Saintly Princes and Princely Saints: Writing the Sacred in Medieval Rus'

Jonathan Stone, University of California, Berkeley

The inclination to inscribe the Christian narrative onto descriptions of the Russian state as well as conversely to write the Russian state and its rulers into the Scriptures is a prominent aspect of some of the earliest writings to come out of Christian Rus'. To this end the story of the princes Boris and Gleb, murdered by their brother to insure his ascension to the throne of their father, underwent a rapid succession of rewritings that imbued it with a distinctly hagiographical character and its heroes with the roles of Rus’s first martyrs. While the murders of Boris and Gleb fit quite well into the norm of a society suffused with blood feuds and warring siblings, from the very moment their blood was spilt they were not viewed as ordinary victims of royal ambition and intrigue. The difference lies in the radical change, from just a generation previous, in the cultural milieu in which their murders took place as well as in the point of view of those who would come to venerate them and tell their story. They could now assume two clearly defined roles that were not available prior to the baptism of Rus'. They could be made into passion bearers [strastoterptsy], innocents who bore their sufferings with a humility imitating Christ, and into the second victims of primordial sin, reenacting the murder of Abel. These two identities became the focus of their cult and the object of their veneration. Yet they did not develop in a vacuum and the ecclesiastical significance of Boris and Gleb is, to varying degrees, always tempered by and supplemented with their secular functions. This commingling of religious and political roles is the subject of my discussion, specifically as can be gleamed from a comparative reading of the major versions of the story of the lives, deaths, and afterlives of Boris and Gleb.

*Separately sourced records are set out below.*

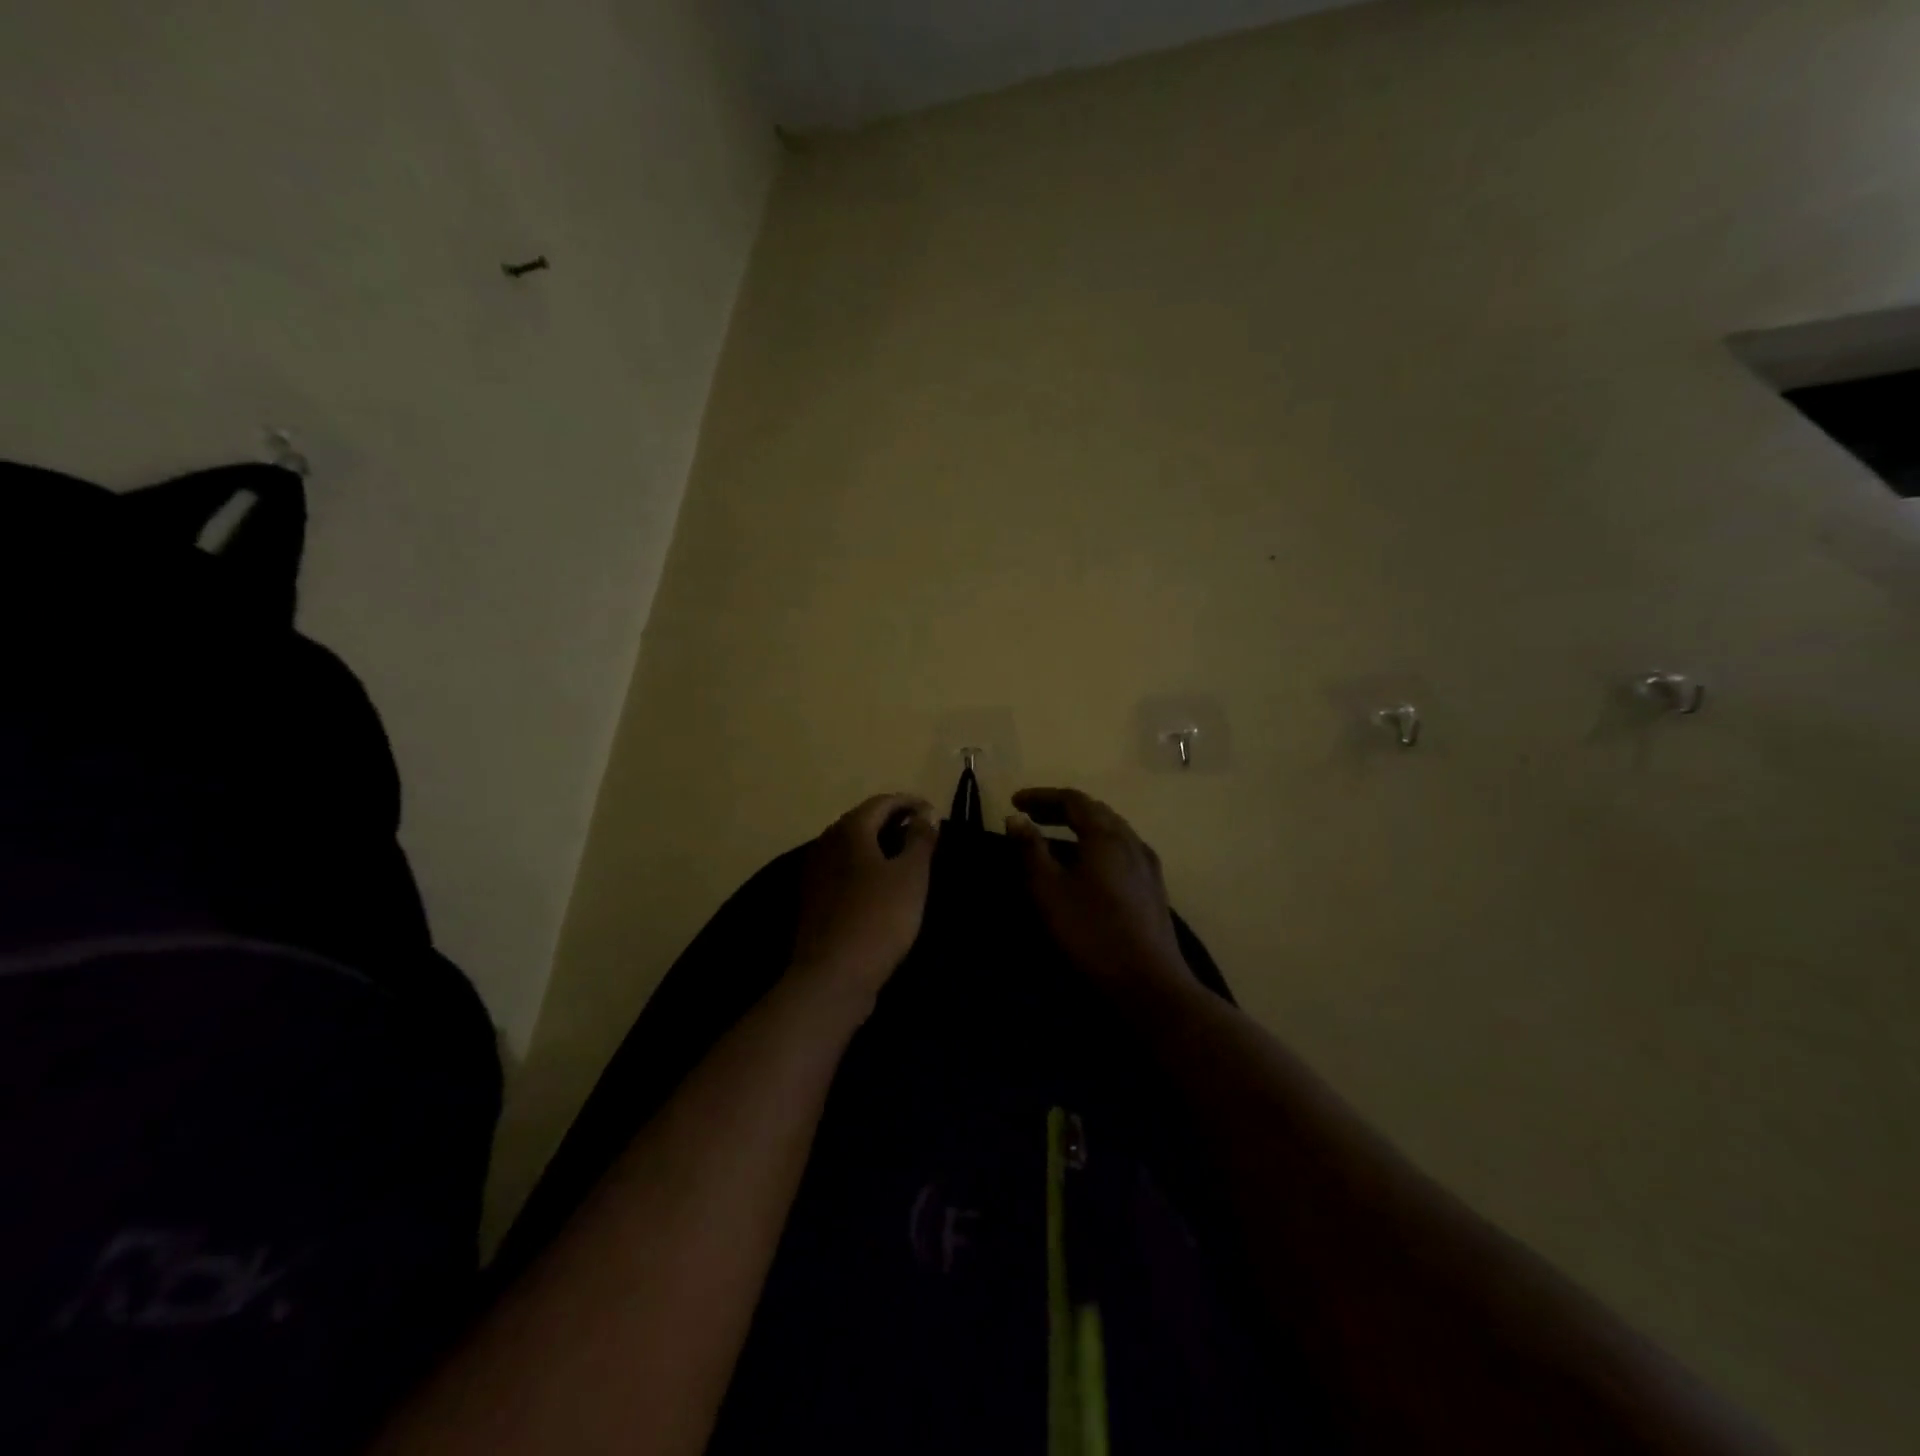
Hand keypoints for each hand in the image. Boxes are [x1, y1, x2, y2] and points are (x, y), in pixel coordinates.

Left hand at [791, 793, 938, 1000]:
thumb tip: (926, 813)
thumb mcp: (911, 876)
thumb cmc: (879, 917)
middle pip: (863, 820)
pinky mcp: (814, 898)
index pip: (883, 802)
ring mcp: (816, 871)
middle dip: (894, 821)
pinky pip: (844, 869)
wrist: (833, 974)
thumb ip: (920, 839)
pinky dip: (866, 866)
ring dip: (879, 845)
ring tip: (907, 858)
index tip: (934, 813)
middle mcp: (827, 842)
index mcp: (850, 829)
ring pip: (852, 846)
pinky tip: (882, 885)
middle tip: (923, 834)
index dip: (910, 803)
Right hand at [1007, 788, 1191, 998]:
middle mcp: (1131, 840)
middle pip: (1095, 810)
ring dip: (1081, 825)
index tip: (1015, 801)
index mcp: (1106, 835)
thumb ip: (1030, 849)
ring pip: (1112, 829)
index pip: (1072, 799)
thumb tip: (1016, 818)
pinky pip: (1122, 848)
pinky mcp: (1153, 886)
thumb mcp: (1049, 890)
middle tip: (1032, 816)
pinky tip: (1090, 864)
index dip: (1041, 796)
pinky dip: (1097, 843)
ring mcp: (1147, 863)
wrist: (1148, 981)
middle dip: (1061, 808)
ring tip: (1056, 836)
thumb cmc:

The texts under consideration (the Primary Chronicle entry for 6523 (1015), the anonymous Skazanie i strast' i pokhvala sviatuiu mucheniku Borisa i Gleba, and Nestor’s Chtenie o zhitii i o pogublenii blazhennuiu strastoterptsa Borisa i Gleba) show what considerations must be made and what elements downplayed or sacrificed in order to create a coherent narration of sainthood and martyrdom out of the biographies of two predominantly secular princes. One course was to transplant or translate these stories onto Christian soil while nevertheless retaining their native Russian flavor. The other was to transform an essentially Russian story into a universally Christian one. But both of these narrative strategies were a reaction to the same dilemma. In medieval Rus', contra Kantorowicz, the king could not have two bodies. When writing of Boris and Gleb it was necessary to see them as simultaneously sacred and secular, as at once princes and martyrs.